Design of This Website

  • Gitit wiki: I preferred to edit files in Emacs⁠/​Bash rather than a GUI/​browser-based wiki.

    A Pandoc-based wiki using Darcs as a history mechanism, serving mostly as a demo; the requirement that ‘one page edit = one Darcs revision’ quickly became stifling, and I began editing my Markdown files directly and recording patches at the end of each day, and syncing the HTML cache with my host (at the time, a personal directory on code.haskell.org). Eventually I got tired of that and figured that since I wasn’t using the wiki, but only the static compiled pages, I might as well switch to Hakyll and a normal static website approach.

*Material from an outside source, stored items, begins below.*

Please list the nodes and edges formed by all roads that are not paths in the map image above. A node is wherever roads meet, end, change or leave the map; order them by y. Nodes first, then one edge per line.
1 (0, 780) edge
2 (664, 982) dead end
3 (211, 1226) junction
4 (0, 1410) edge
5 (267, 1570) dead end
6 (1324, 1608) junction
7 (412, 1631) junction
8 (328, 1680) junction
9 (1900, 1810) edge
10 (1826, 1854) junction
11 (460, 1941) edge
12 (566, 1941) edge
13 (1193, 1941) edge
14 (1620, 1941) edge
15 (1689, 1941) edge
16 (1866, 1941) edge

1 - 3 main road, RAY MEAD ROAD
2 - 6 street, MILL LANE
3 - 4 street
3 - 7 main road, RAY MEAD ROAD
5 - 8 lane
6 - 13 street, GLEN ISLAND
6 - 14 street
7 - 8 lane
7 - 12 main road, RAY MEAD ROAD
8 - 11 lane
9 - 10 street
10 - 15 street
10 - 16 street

  • jQuery sausages: unhelpful UI visualization of section lengths.

    A UI experiment, ‘sausages’ add a second scroll bar where vertical lozenges correspond to each top-level section of the page; it indicates to the reader how long each section is and where they are. (They look like a long link of pale white sausages.) I thought it might assist the reader in positioning themselves, like the popular ‘floating highlighted Table of Contents’ UI element, but without text labels, the sausages were meaningless. After a jQuery upgrade broke it, I didn’t bother fixing it.

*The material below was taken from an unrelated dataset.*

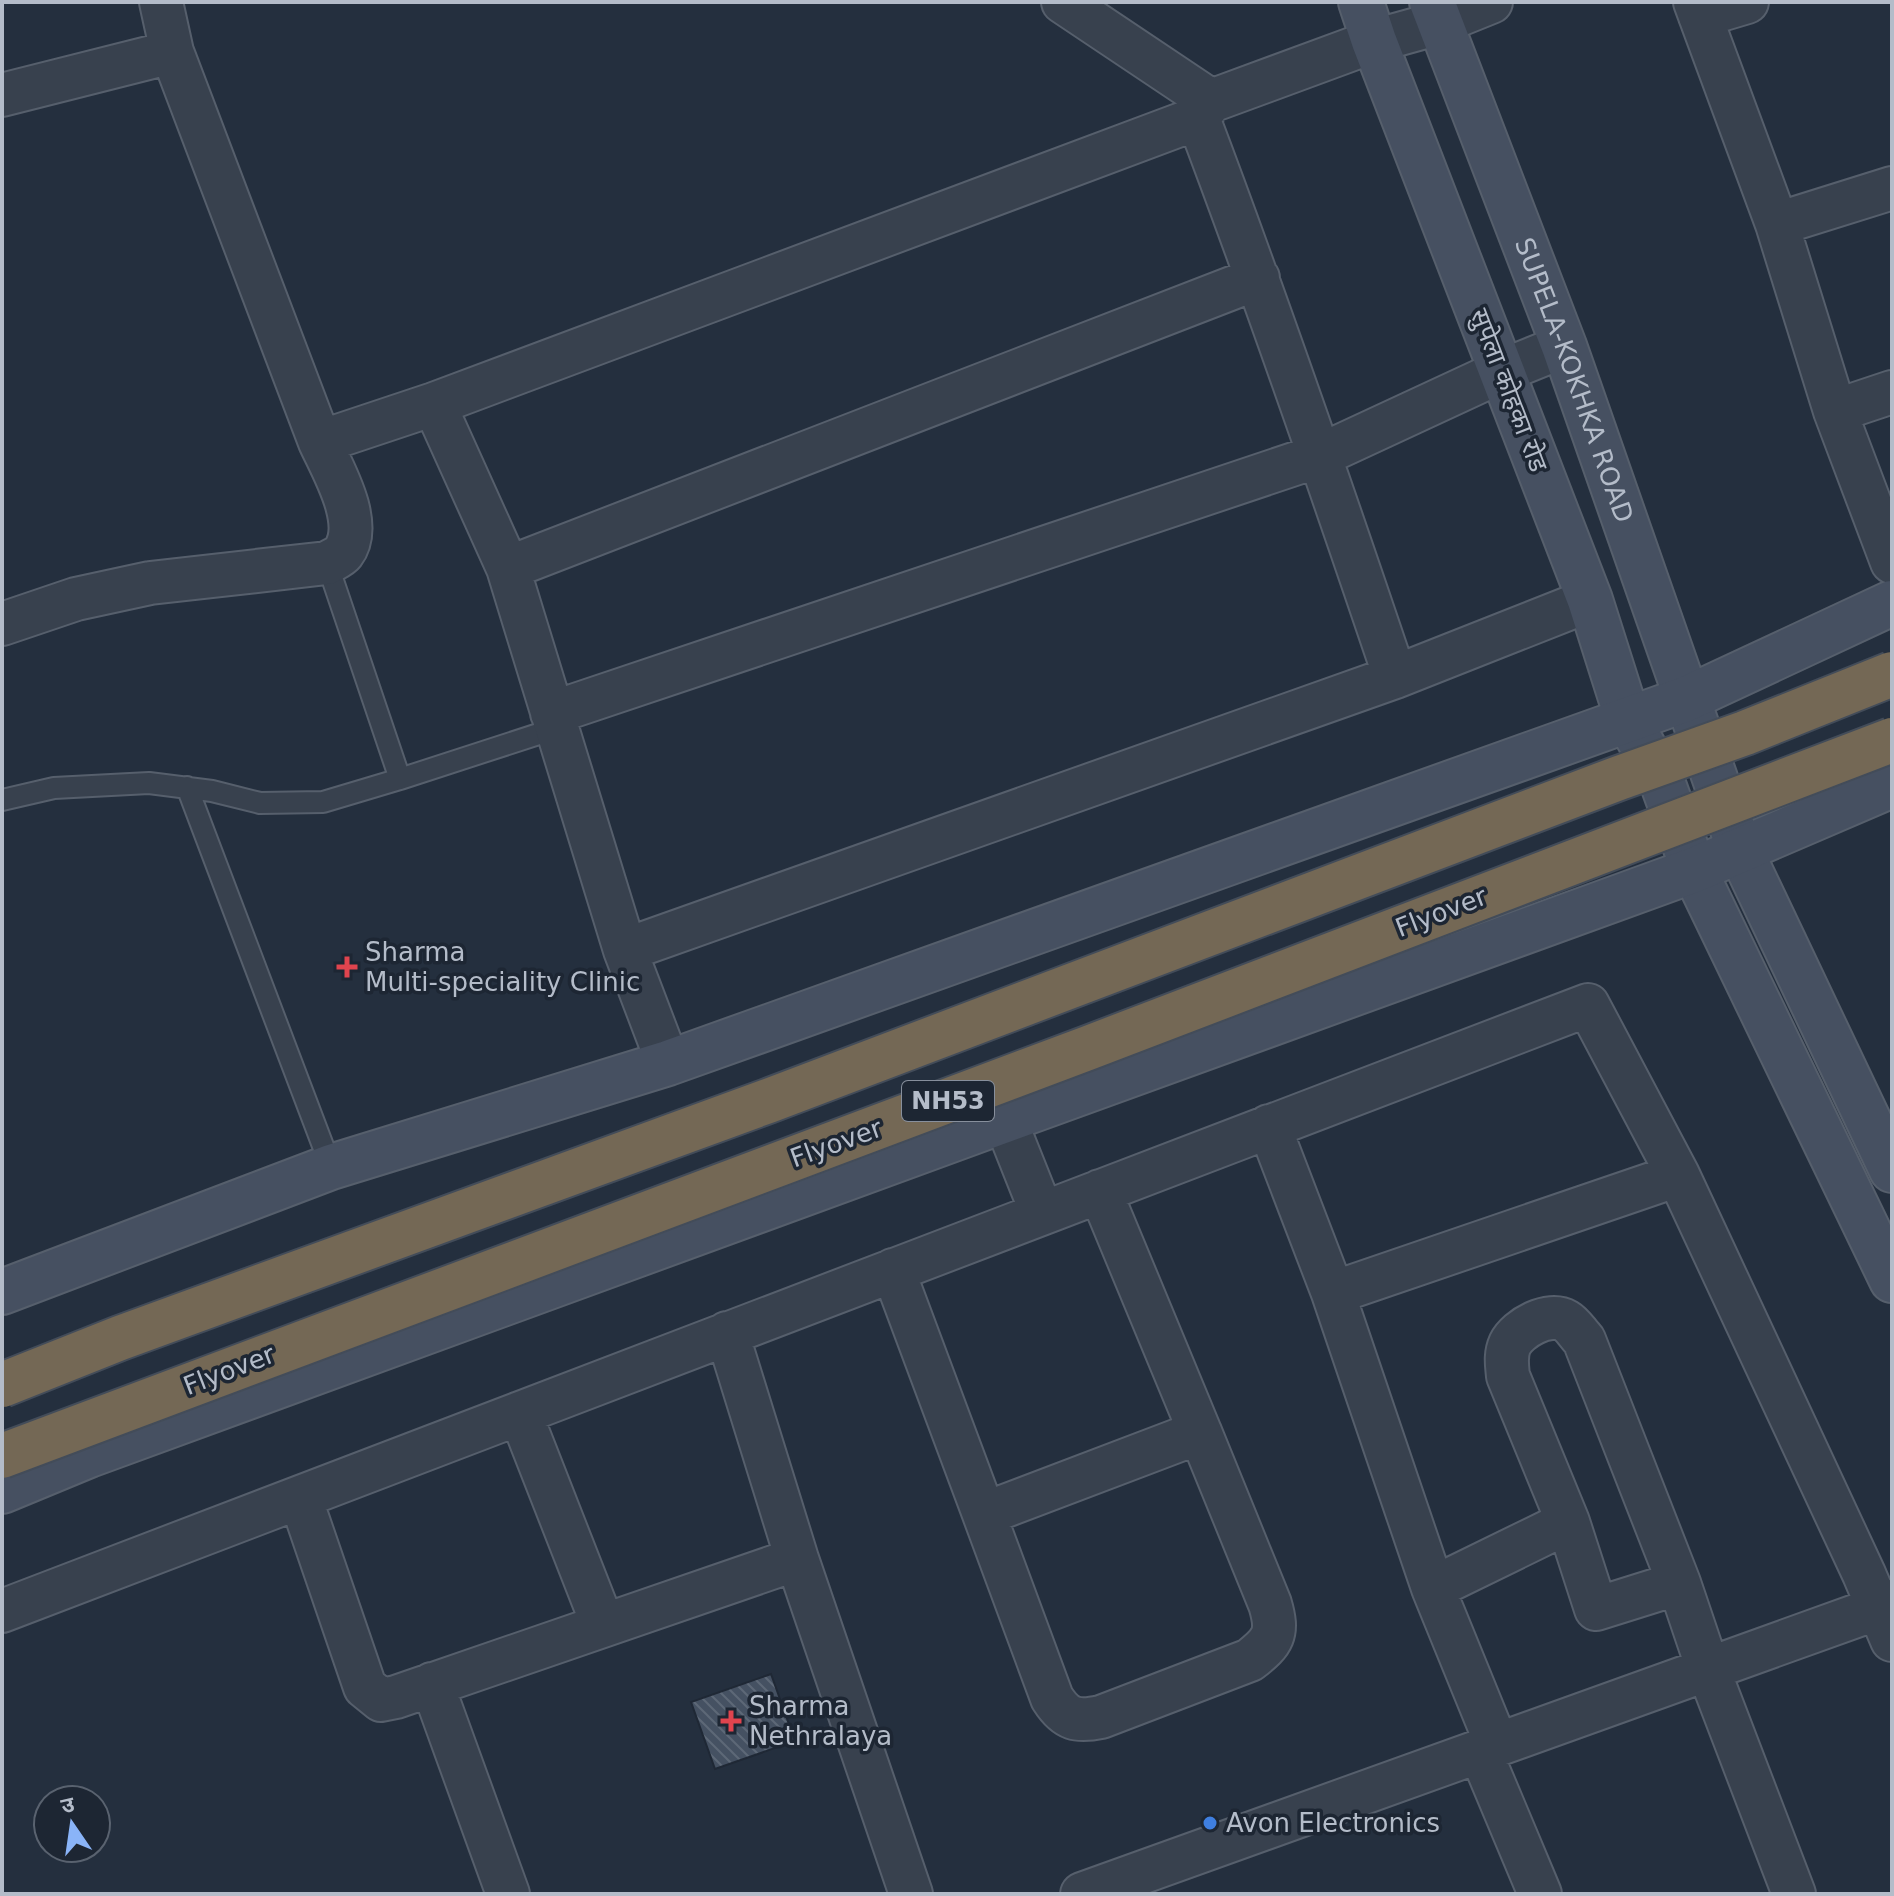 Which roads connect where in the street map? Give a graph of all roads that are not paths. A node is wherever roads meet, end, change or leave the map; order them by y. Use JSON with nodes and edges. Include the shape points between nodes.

  • Beeline Reader: a ‘reading aid’ which just annoyed readers.

    BLR tries to aid reading by coloring the beginnings & endings of lines to indicate the continuation and make it easier for the reader’s eyes to saccade to the correct next line without distraction (apparently dyslexic readers in particular have issue correctly fixating on the continuation of a line). The A/​B test indicated no improvements in the time-on-page metric, and I received many complaints about it; I was not too happy with the browser performance or the appearance of it, either.

    I’m sympathetic to the goal and think syntax highlighting aids are underused, but BLR was a bit half-baked and not worth the cost compared more straightforward interventions like reducing paragraph lengths or more rigorous use of ‘structural reading’ formatting. (We may be able to do typography differently in the future with new technology, like VR/​AR headsets which come with eye tracking technology intended for foveated rendering—forget simple tricks like emphasizing the beginning of the next line as the reader reaches the end of the current line, do we need ‘lines’ at all if we can do things like just-in-time display the next piece of text in-place to create an ‘infinite line’?)

  • Google CSE: site search feature which too few people used.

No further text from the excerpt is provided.